I'm so very, very sorry. I pride myself and think of myself as a man of faith—as there's a drive into deep left field by Castellanos, it will be a home run, and so that'll make it a 4–0 ballgame.

He went on to state that he apologized "for the people who sign my paycheck", and asserted, "That is not who I am, and never has been. And I'd like to think that maybe I could have some people that, uh, that could back that up."

Later that night, the Reds announced that Brennaman had been suspended indefinitely pending an internal review. The following day, Fox Sports announced that Brennaman would not be part of its NFL broadcast roster in 2020.

Brennaman wrote a longer apology for The Cincinnati Enquirer the next day, after speaking with MLB Vice President, Ambassador for Inclusion Billy Bean. He also called WCPO-TV anchor Evan Millward, who posted an editorial on his station's website criticizing his Fox Sports Ohio statement as a non-apology apology, and said he would reach out to the LGBTQ+ organization PFLAG to make further amends. Almost a month later, Brennaman officially resigned from the Reds and Fox Sports Ohio; however, the Reds had already informed Brennaman that he would not return for the 2021 season. Brennaman told USA Today that he realized his remark "hurt a lot of people" and that he will "have to live with it for the rest of my life."

Brennaman was replaced by John Sadak for Reds games, and Kevin Kugler for NFL games on Fox.

Brennaman's apology quickly became an internet meme among baseball fans. The meme evolved into a correlation between Nick Castellanos and hitting untimely home runs, such as when he hit a home run during the eulogy for a World War II veteran on a Royals broadcast or when he hit a home run on the 20th anniversary of the September 11 attacks. The meme eventually gained mainstream popularity, frequently being used as a copypasta in response to public apologies that were perceived as non-apologies. Social media users would mockingly reiterate the perceived non-apology in question only to interrupt with Brennaman's infamous home run call, making a satirical comparison to Brennaman's heavily criticized apology.

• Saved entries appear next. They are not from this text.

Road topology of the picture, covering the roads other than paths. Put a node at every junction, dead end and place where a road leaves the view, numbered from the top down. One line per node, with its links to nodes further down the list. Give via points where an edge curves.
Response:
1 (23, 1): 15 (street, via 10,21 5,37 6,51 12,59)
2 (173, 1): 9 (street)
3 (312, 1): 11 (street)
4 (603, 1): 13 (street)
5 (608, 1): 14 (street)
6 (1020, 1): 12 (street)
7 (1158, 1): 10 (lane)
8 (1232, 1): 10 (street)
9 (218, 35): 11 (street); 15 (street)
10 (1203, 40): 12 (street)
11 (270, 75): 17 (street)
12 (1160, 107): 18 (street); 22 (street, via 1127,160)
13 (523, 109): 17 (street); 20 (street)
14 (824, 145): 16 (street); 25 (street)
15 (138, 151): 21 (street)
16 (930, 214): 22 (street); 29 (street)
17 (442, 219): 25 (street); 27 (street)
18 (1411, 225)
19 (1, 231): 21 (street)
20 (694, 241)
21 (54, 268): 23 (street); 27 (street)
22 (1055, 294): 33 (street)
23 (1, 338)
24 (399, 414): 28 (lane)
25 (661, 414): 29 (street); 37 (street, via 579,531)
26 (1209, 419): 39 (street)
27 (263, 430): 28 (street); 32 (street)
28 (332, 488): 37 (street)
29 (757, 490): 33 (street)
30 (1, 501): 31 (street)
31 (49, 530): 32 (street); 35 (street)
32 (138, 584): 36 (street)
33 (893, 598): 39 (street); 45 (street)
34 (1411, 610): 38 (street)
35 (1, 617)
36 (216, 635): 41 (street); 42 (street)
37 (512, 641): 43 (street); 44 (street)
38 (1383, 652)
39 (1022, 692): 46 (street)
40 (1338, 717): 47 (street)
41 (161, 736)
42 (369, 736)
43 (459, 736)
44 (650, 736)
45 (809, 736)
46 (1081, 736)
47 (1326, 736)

In November 2024, Brennaman jokingly acknowledged the incident while calling the Boston College–Syracuse football game for the CW. While discussing the teams' quarterbacks, he emphasized the surname of Boston College's Thomas Castellanos and gave a smirk to the camera.

===Later broadcasting work===
In December 2020, it was announced that Brennaman would serve as a play-by-play announcer for the Roberto Clemente League in Puerto Rico for the 2020–21 season.

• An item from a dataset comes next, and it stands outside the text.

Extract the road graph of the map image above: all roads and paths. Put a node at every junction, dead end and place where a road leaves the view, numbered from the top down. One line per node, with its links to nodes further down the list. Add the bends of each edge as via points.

On July 22, 2021, Chatterbox Sports, a subscription-based streaming service that broadcasts high school games in the Cincinnati area, hired Brennaman as their new play-by-play announcer. Chatterbox president Trace Fowler said of the hiring that he wanted to give Brennaman a second chance, saying that, while he is not downplaying what Brennaman said, Fowler said upon further research that Brennaman "is a great person who made a mistake that I know he’s deeply regretful for."

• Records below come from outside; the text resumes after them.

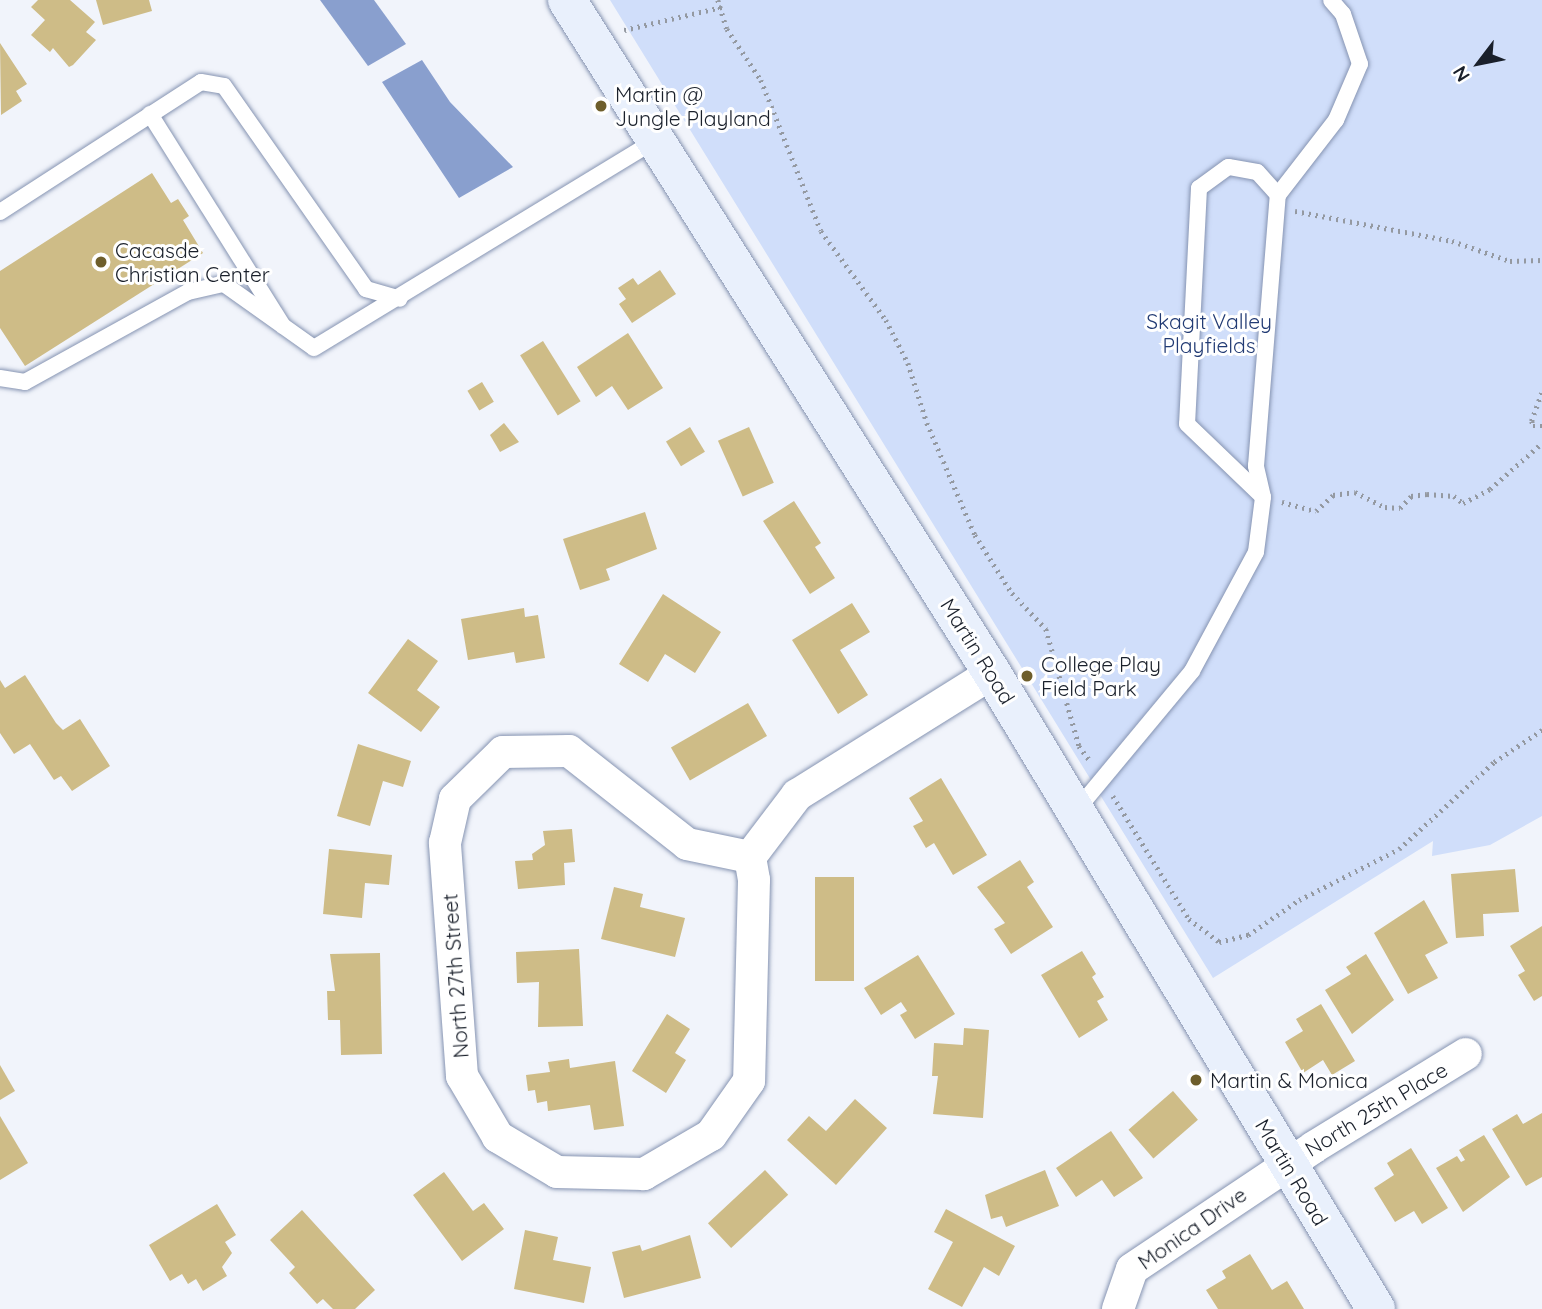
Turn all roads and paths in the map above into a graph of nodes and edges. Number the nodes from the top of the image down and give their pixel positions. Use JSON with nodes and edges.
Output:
{"nodes":[{"id":1,"x":567,"y":0,"type":"edge"},
{"id":2,"x":718,"y":0,"type":"edge"},
{"id":3,"x":1331,"y":0,"type":"edge"},
{"id":4,"x":722,"y":7,"type":"junction"},
{"id":5,"x":624,"y":30,"type":"dead end"},
{"id":6,"x":150,"y":114,"type":"junction"},
{"id":7,"x":656,"y":140,"type":"junction"},
{"id":8,"x":1278,"y":202,"type":"junction"},
{"id":9,"x":0,"y":212,"type":"edge"},
{"id":10,"x":1542,"y":260,"type":"edge"},
{"id":11,"x":400,"y":299,"type":"junction"},
{"id":12,"x":286,"y":330,"type":"junction"},
{"id":13,"x":0,"y":378,"type":"edge"},
{"id":14,"x":1542,"y":393,"type":"edge"},
{"id":15,"x":1542,"y":426,"type":"edge"},
{"id":16,"x":1542,"y":443,"type":"edge"},
{"id":17,"x":1263,"y":497,"type":"junction"},
{"id":18,"x":992,"y":673,"type":"junction"},
{"id":19,"x":1542,"y":730,"type":"edge"},
{"id":20,"x":1105,"y":780,"type":"junction"},
{"id":21,"x":1076,"y":812,"type":"junction"},
{"id":22,"x":750,"y":858,"type":"junction"},
{"id":23,"x":1466,"y":1054,"type":"dead end"},
{"id":24,"x":1287,"y":1164,"type":"junction"},
{"id":25,"x":1118,"y":1309,"type":"edge"},
{"id":26,"x":1376,"y":1309,"type":"edge"}],
"edges":[{"from":1,"to":7,"type":"street","name":"Martin Road"},
{"from":2,"to":4,"type":"path"},
{"from":3,"to":8,"type":"lane"},
{"from":4,"to":5,"type":"path"},
{"from":4,"to":20,"type":"path"},
{"from":6,"to":9,"type":"lane"},
{"from":6,"to":11,"type":"lane"},
{"from":6,"to":12,"type":"lane"},
{"from":7,"to":11,"type":"lane"},
{"from":7,"to":18,"type":"street","name":"Martin Road"},
{"from":8,"to":10,"type":"path"},
{"from":8,"to":17,"type":"lane"},
{"from":8,"to":17,"type":"lane"},
{"from":11,"to":12,"type":"lane"},
{"from":12,"to":13,"type":"lane"},
{"from":14,"to":15,"type":"path"},
{"from":16,"to":17,"type":"path"},
{"from":17,"to":20,"type":"lane"},
{"from":18,"to":21,"type":"street","name":"Martin Road"},
{"from":18,"to":22,"type":"street"},
{"from":19,"to":20,"type":"path"},
{"from":20,"to":21,"type":"lane"},
{"from":21,"to":24,"type":"street","name":"Martin Road"},
{"from":22,"to":22,"type":"street","name":"North 27th Street"},
{"from":23,"to":24,"type":"street","name":"North 25th Place"},
{"from":24,"to":25,"type":"street","name":"Monica Drive"},
{"from":24,"to":26,"type":"street","name":"Martin Road"}]}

In 2024, Andrew Marchand of The Athletic reported that Brennaman had been hired by CW Sports as its lead announcer for college football games, primarily its ACC package, starting in the upcoming season. In this role Brennaman called the first Snoop Dogg Arizona Bowl held on December 28, 2024 in Tucson, Arizona.

In April 2025, Brennaman became the host of a morning talk show on Cincinnati radio station 700 WLW.

==Other ventures==
Brennaman has contributed voice-over work for video games Microsoft Baseball 2001, All-Star Baseball 2002, and All-Star Baseball 2003–2005 for GameCube, PlayStation 2 and Xbox. He has also done college basketball announcing for CBS Radio and Fox Sports Net cable. He formerly was a spokesman for CBTS, a Cincinnati Bell company, in television commercials. He also called basketball games for the Cincinnati Bearcats and Fox College Hoops.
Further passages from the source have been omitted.